Brian Sergio (b. 1980, the Philippines) is a Manila-based artist with a background not only in photography but also in painting and graphic design which is directly reflected in his imagery. Sergio’s oeuvre can be described as a raw and shocking representation of his daily life.
Now he brings to the forefront his second publication ‘Dios Mio!’ done in collaboration with Dienacht Publishing – a book combining materials from different projects, featuring pictures of Christian devotees practicing their penitence, behind the scenes pictures of porn shoots, and Sergio’s personal Kinbaku sessions.
We sat together with Sergio to discover more about his latest photobook and talk about its intricacies.
In the description of your book, you mention that the images selected for this book come from different projects, photographs that you couldn’t categorize or simply fit other work. Discarded images of sorts…Could you elaborate on the sequencing process when combining the different images together?
When I’m not working on a project, my method is to just shoot pictures constantly. Thinking comes later. That’s why I put my pictures in files to categorize them, like pictures of my private life, my lent vacations, etc. Then I never really look back. When I found out about these pictures, I somehow realized that they somehow connect. They reflect both pain and pleasure, the same taboo but in different contexts. At first, I wasn’t really sold on the idea of combining them; but Calin from Dienacht saw their potential and pieced them together. He sequenced them in a way that the narrative is about image relationships and how the meaning relates to each other.
Black and white, high contrast and sharpness combined with shocking content can perhaps be defined as your signature style. Why do you opt for this aesthetics?
I’m drawn to this kind of content. It’s not shocking to me because these are the things I see and live by every day. As for the use of high contrast black and white processing that’s my choice of aesthetic. It also helps because of my colour blindness. I like images that pop out, and colour is getting in the way of my vision.
In ‘Dios Mio!’, you juxtapose Filipino Christian traditions with Japanese bondage. What were your intentions when combining religious symbolism with graphic and sexually loaded imagery?

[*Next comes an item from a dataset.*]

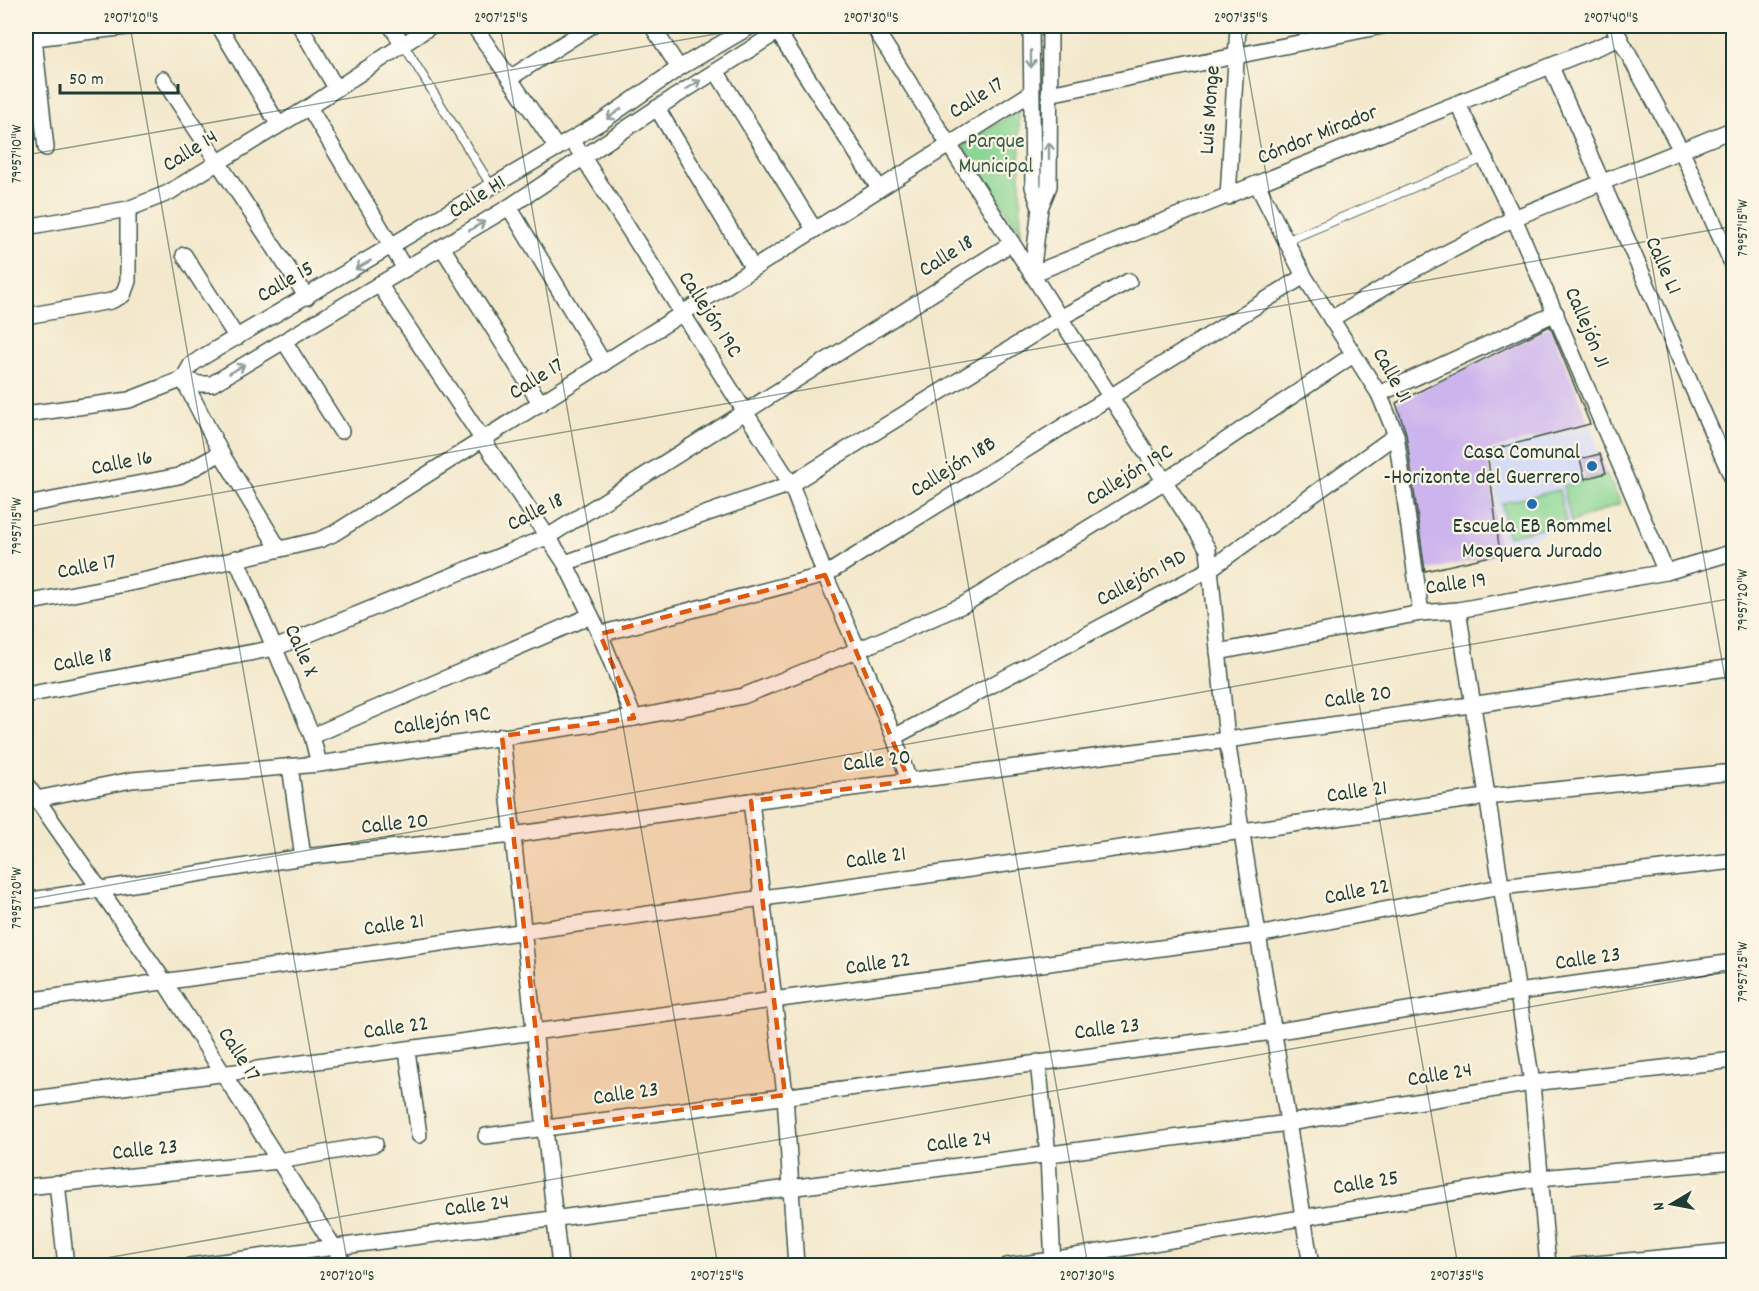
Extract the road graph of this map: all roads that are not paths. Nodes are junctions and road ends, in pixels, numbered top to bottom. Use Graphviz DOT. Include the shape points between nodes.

To be honest, there are no intentions behind it. All I know is it discusses topics such as inflicting pain as a form of religious penitence to repent their sins and making them feel fulfilled by the end of the day. It reflects a topic about bondage and S&M on how they use pain for pleasure. They have the same methods but contradicting ideologies yet somehow, religion and sex meet at the end. No matter how different they seem, they all boil down to achieving human desires.
Would you say that your work can be additionally understood as a critique of religion and the conventional lifestyle that comes with it, instead, suggesting more unconstrained ways of living?
No. I don’t really see my work as a critique of religion. It’s how people cope up with their hardships. Some people pray and repent while others have sex. It’s really about their choice on how things work for them. I am simply taking pictures of what I experience in my day-to-day life.
Besides people, cats, dogs and food also play an important role in the publication. The animals combined with photographs of people connote to me the animalistic behaviour of humans, particularly primary instinct in relation to sex and desire. While the food, it’s stripped off colours, so you merely see its texture and form, making it almost unappealing. Why did you decide to include these two elements?
The inclusion of animals and food has something to do with breaks in reading the pictures. I never intended for food to look unappealing, nor did I connote animalistic behaviour to humans. I included them there because they’re cute. And the food? Well, with all the sex and religion going on we all got to eat sometimes.
What were the crucial editorial and design decisions you took together with Dienacht Publishing when creating ‘Dios Mio!’?
In making the book, Calin and I did video chats and discussed the book design. Japanese binding somehow reflects Japanese bondage and including real photographs as covers made it look more personal. I let Calin do most of the design and sequencing for this book because he sometimes sees something in my pictures that I don’t. I got that idea from Daido Moriyama when he did “Bye bye Photography” and his “Printing show” where he let people decide, which pictures go where. I only picked the paper.
The publication can be considered as an intimate insight into your unusual daily life. What would you like to achieve with your book?
I see my books as a public invitation to my life’s existence outside of the public’s idea of the norm. My intentions are to show people my world and to understand how Filipino subcultures and traditions are more related as to how they seem.